- Genre: Comedy
- Created by: Alun Owen
- Written by: Peter Caulfield (Alan Ayckbourn); Gerald Wiley (Ronnie Barker); Graeme Garden and Bill Oddie; Bernard McKenna; Eric Idle;
- Starring: Ronnie Barker Josephine Tewson David Jason Frank Gatliff
- Theme music composer: John Gregory
- Country of origin: United Kingdom
- Original language: English
- No. of series: 2
- No. of episodes: 15

Production
- Producer: Humphrey Barclay
- Running time: 25 minutes
- Production company: London Weekend Television

Original release
- Network: ITV
- Release: 11 April 1969 – 21 August 1970

Related
- Six Dates with Barker

= Hark at Barker =

1969 British TV comedy series

Hark at Barker is a 1969 British comedy series combining elements of sitcom and sketch show, which starred Ronnie Barker. It was made for the ITV network by London Weekend Television.

Each show began with a spoof news item read by Barker as the announcer. He would then introduce the main part of the programme, a lecture to be given by Lord Rustless (also Barker) on a different topic each week from his stately home, Chrome Hall. Helped and hindered by Rustless' secretary (Mildred) Bates, his Butler Badger, his bad-tempered Cook, his incoherent gardener Dithers and (in Series 2) his buxom, near-mute maid Effie, these lectures invariably degenerated into farce, and were frequently interrupted by comic sketches on location or in the studio which also starred Barker in differing roles.

Barker reprised the role of Lord Rustless in the BBC series His Lordship Entertains, and played very similar characters in Futtock's End and the Two Ronnies specials The Picnic and By the Sea.

==Writers==
The Chrome Hall sequences were written by "Peter Caulfield" (a pseudonym of Alan Ayckbourn). During the first season, the sketches were written by Barker under his pseudonym "Gerald Wiley", generally with separate sketch contributions from one or both of the team of Graeme Garden and Bill Oddie. (Some of the Garden/Oddie sketches reprised material from I'm Sorry, I'll Read That Again, and another was a forerunner of The Goodies episode "Bunfight at the OK Tea Room"). There were also other occasional sketch contributors during season 1, notably Eric Idle who contributed material to episode 3.

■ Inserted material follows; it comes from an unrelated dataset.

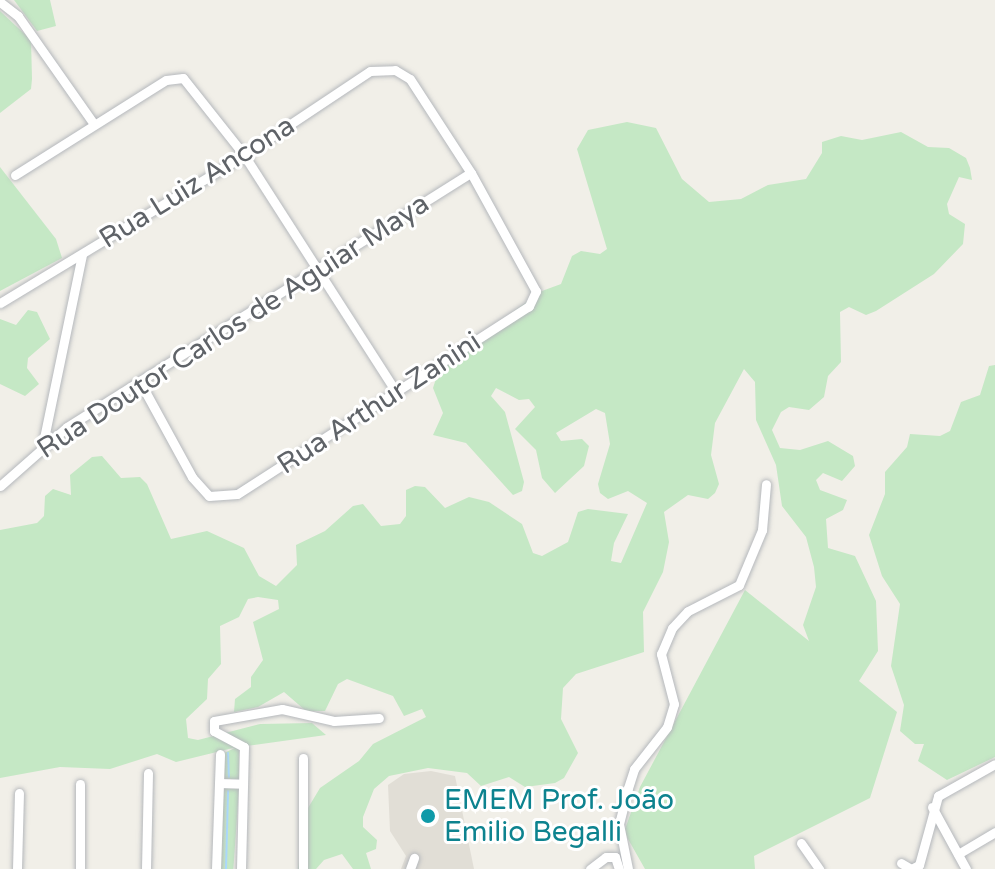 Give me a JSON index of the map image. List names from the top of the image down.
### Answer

For season 2, sketch material was written by Gerald Wiley and Bernard McKenna.

==Regular cast==
- Ronnie Barker as Announcer / Lord Rustless / Various sketch characters
- Frank Gatliff as Badger
- Josephine Tewson as Mildred Bates
- David Jason as Dithers / Various sketch characters
- Mary Baxter as Cook
- Moira Foot as Effie the maid (series 2 only)
  - Sketch performers seen across multiple episodes included Jan Rossini and Jo Kendall.
  - Amongst the many other performers who appeared in sketches, seen in one episode apiece were Pauline Yates, Michael Palin, Carol Cleveland, and (in a wordless cameo) Ronnie Corbett.

==Episode guide==
Series 1 (11 April 1969 – 30 May 1969) – Produced in black and white

1. "Meet Lord Rustless" 11 April 1969
2. "Rustless And Women" 18 April 1969
3. "Rustless In Pigtails" 25 April 1969
4. "Rustless And A Banquet" 2 May 1969
5. "Rustless And Murder" 9 May 1969
6. "Rustless And Foreigners" 16 May 1969
7. "Rustless And The Solar System" 23 May 1969
8. "Rustless And Relics" 30 May 1969

Series 2 (10 July 1970 – 21 August 1970) as Produced in colour

1. "Rustless On Music" 10 July 1970
2. "Rustless On Law" 17 July 1970
3. "Rustless On Communications" 24 July 1970
4. "Rustless On Cooking" 31 July 1970
5. "Rustless On Medicine" 7 August 1970
6. "Rustless On Do-It-Yourself" 14 August 1970
7. "Rustless On Sport" 21 August 1970

All Star Comedy Carnival Christmas Special (25 December 1970) as Produced in black and white due to the ITV Colour Strike

==Archive status and DVD release==
All episodes exist on their original 2 inch Quad b&w and PAL colour videotapes bar "Rustless on Law" from series 2, which only exists as a 16 mm b/w telerecording. The series was released on Region 2 DVD in 2008 by Network DVD, and are also included in The Ronnie Barker Collection along with Six Dates With Barker.